[165]. Arab. “Dihkán,” in Persian a villager; but here something more, a village-elder or chief. Al-Mas’udi (chap. xxiv.), and other historians apply the term to a class of noble Persians descended from the ten sons of Wahkert, the first “Dihkán,” the fourth generation from King Kayomars.

[166]. Reminding one not a little of certain anecdotes anent Quakers, current in England and English-speaking lands.

[167]. Arab. “Karyah,” a word with a long history. The root seems to be Karaha, he met; in Chald. Karih and Kária (emphatic Kárita) = a town or city; and in Heb. Kirjath, Kiryáthayim, etc. We find it in Carthage = Kartá hádisah, or New Town as opposed to Utica (Atíkah) = Old Town; in Carchemish and in a host of similar compounds. In Syria and Egypt Kariyah, like Kafr, now means a hamlet, a village.

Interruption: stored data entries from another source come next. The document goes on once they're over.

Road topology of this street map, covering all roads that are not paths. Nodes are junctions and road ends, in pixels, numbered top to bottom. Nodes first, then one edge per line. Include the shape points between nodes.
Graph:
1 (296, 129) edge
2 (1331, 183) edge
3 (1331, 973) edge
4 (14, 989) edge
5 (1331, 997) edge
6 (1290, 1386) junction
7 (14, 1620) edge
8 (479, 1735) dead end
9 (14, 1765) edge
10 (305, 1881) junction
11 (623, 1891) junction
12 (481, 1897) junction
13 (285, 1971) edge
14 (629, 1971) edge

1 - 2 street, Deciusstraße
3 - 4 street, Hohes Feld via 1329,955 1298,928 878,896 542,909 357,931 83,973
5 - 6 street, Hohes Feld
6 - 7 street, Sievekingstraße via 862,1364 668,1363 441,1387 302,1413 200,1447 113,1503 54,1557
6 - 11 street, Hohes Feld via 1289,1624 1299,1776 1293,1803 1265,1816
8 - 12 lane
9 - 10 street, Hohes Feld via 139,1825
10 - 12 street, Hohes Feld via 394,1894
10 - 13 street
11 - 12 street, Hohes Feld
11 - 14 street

[168]. i.e. wandering at a venture.

[169]. Arab. “Sakhrah,” the old French Corvée, and the “Begár” of India.

[170]. Arab. “Matmúrah:” see vol. ii. 39, where it is used as an “underground cell.” The word is extensively used in the Maghrib or Western Africa.

[171]. Arab. “Yá Abá Sábir.” There are five vocative particles in Arabic; “Yá,” common to the near and far; “Ayá” (ho!) and “Hayá” (holla!) addressed to the far, and “Ay” and “A” (A-’Abda-lláhi, O Abdullah), to those near. All govern the accusative of a noun in construction in the literary language only; and the vulgar use none but the first named. The English-speaking races neglect the vocative particle, and I never heard it except in the Southern States of the Anglo-American Union = Oh, Mr. Smith.

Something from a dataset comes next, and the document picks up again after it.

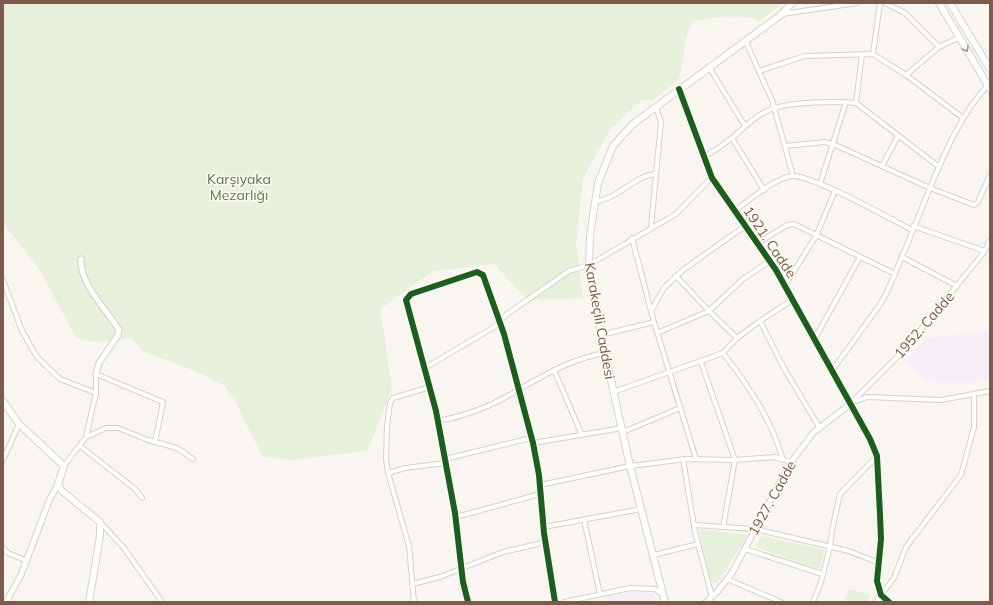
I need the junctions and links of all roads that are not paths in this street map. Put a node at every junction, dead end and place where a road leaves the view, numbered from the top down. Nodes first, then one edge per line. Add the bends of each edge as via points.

[172]. He was not honest enough to undeceive them; a neat Quaker-like touch.

[173]. Here the oath is justified; but the reader will have remarked that the name of Allah is often taken in vain. Moslems, however, so far from holding this a profanation deem it an acknowledgment of the Omnipotence and Omnipresence. The Jews from whom the Christians have borrowed had an interest in concealing the name of their tribal divinity; and therefore made it ineffable.

[174]. i.e. the grave, the fosse commune of slain men.